Ending something you genuinely cared about is a weird feeling. Not bad, necessarily. Just weird.
under100k started because I was frustrated. Frustrated that by the time music I loved got any real coverage, it already felt like old news. Frustrated that “emerging artist” had become a phrase that basically meant “already famous, just not to your parents yet.” I wanted to write about music while it was still in that in-between space, before the narrative got polished and everything became a brand.

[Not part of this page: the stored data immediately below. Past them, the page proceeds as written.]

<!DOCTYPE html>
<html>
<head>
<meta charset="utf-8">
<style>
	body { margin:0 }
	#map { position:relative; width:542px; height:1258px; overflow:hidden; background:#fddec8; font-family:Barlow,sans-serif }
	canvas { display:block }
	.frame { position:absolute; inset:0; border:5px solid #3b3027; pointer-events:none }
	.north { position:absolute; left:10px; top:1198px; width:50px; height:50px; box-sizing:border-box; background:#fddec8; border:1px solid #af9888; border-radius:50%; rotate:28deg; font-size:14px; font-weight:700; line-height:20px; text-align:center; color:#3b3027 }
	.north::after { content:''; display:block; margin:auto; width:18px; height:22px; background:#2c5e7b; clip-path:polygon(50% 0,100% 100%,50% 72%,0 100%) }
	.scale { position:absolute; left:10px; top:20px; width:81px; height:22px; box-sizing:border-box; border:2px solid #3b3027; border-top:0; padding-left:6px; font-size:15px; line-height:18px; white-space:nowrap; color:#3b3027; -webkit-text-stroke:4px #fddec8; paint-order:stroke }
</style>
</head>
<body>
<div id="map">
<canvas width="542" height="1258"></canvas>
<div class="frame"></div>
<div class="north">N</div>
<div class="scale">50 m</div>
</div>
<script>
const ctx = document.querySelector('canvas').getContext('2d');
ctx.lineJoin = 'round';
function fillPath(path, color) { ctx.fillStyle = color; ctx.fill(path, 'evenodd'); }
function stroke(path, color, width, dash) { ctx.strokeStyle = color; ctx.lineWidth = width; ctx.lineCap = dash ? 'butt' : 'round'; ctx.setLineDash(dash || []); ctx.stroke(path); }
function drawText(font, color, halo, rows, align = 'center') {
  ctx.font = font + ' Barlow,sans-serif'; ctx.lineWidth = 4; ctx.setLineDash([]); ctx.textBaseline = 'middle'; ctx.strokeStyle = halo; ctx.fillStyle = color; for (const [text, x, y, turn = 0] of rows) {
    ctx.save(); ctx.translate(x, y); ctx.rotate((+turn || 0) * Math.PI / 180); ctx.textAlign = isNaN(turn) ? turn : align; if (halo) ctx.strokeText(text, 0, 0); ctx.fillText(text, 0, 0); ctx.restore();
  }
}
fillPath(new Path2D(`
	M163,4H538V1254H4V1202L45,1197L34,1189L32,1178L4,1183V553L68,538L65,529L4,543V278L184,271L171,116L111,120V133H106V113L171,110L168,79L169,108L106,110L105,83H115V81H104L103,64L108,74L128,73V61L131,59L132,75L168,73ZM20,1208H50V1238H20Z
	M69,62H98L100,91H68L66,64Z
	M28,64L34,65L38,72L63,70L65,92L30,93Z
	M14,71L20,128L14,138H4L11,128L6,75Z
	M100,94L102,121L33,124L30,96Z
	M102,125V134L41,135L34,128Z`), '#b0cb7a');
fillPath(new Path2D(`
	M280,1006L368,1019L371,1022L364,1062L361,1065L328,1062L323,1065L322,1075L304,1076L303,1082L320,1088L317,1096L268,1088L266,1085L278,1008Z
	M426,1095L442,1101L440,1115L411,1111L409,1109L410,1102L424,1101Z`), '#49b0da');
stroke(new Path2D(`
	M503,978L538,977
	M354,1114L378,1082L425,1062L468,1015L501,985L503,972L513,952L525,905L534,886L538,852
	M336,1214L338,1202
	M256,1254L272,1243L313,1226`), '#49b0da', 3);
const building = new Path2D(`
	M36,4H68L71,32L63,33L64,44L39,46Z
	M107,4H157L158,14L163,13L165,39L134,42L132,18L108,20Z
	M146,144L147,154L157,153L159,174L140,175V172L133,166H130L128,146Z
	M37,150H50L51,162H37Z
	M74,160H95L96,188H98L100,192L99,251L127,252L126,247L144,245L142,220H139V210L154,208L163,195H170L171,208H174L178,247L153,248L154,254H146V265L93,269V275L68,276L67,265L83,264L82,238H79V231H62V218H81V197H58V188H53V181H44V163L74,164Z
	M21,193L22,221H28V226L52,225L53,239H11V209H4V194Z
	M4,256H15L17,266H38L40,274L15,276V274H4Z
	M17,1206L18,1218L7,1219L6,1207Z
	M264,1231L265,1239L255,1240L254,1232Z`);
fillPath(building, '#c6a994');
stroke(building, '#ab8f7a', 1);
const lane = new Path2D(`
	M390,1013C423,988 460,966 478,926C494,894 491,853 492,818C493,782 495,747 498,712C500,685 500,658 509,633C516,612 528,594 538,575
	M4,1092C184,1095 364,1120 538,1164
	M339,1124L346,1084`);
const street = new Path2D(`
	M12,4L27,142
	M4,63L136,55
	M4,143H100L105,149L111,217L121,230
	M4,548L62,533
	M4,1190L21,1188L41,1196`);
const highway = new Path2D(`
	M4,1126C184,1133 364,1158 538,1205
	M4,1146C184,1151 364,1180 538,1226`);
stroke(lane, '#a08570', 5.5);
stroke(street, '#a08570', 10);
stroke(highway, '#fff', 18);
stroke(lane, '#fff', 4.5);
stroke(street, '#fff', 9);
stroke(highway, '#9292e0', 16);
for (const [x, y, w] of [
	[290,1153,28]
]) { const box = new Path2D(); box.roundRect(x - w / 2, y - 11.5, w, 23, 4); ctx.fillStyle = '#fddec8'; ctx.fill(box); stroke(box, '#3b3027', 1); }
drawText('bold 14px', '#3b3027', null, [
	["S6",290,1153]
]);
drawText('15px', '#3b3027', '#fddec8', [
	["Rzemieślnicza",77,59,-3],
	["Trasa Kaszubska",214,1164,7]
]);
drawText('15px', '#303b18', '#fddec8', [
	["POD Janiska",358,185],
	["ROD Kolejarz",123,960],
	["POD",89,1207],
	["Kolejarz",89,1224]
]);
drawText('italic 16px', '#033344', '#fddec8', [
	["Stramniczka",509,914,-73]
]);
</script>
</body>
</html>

I think we did that, at least some of the time. The Bruiser Brigade breakdowns, the Ghais Guevara deep dives, the bedroom pop profiles on artists recording in spaces that were definitely not up to code. The Femcels piece with Sweetastic FM remains one I’m genuinely proud of. These were artists nobody was lining up to cover, and we just… covered them. Seriously, with actual thought behind it.
The 100k listener cap was always kind of arbitrary and I knew that going in. But arbitrary lines in the sand are useful sometimes. It kept the site honest. Once you start sliding the bar to let in someone with a bigger following because you like them more, the whole thing falls apart. So we held it.
I won’t dress this up into some grand lesson about independent media or the music industry. I’m a college kid who built a blog because he cared about underground rap and DIY production and thought someone should be paying more attention to it. That’s really it. School got heavier, priorities shifted, and at some point keeping the site going stopped feeling like something I could do well.
If you found an artist through under100k that you still listen to, that’s all I ever wanted. The streams don’t matter. The follower counts definitely don’t matter. Just… if something clicked, that’s the whole point.
Thanks for reading. Seriously.
Go find something weird to listen to.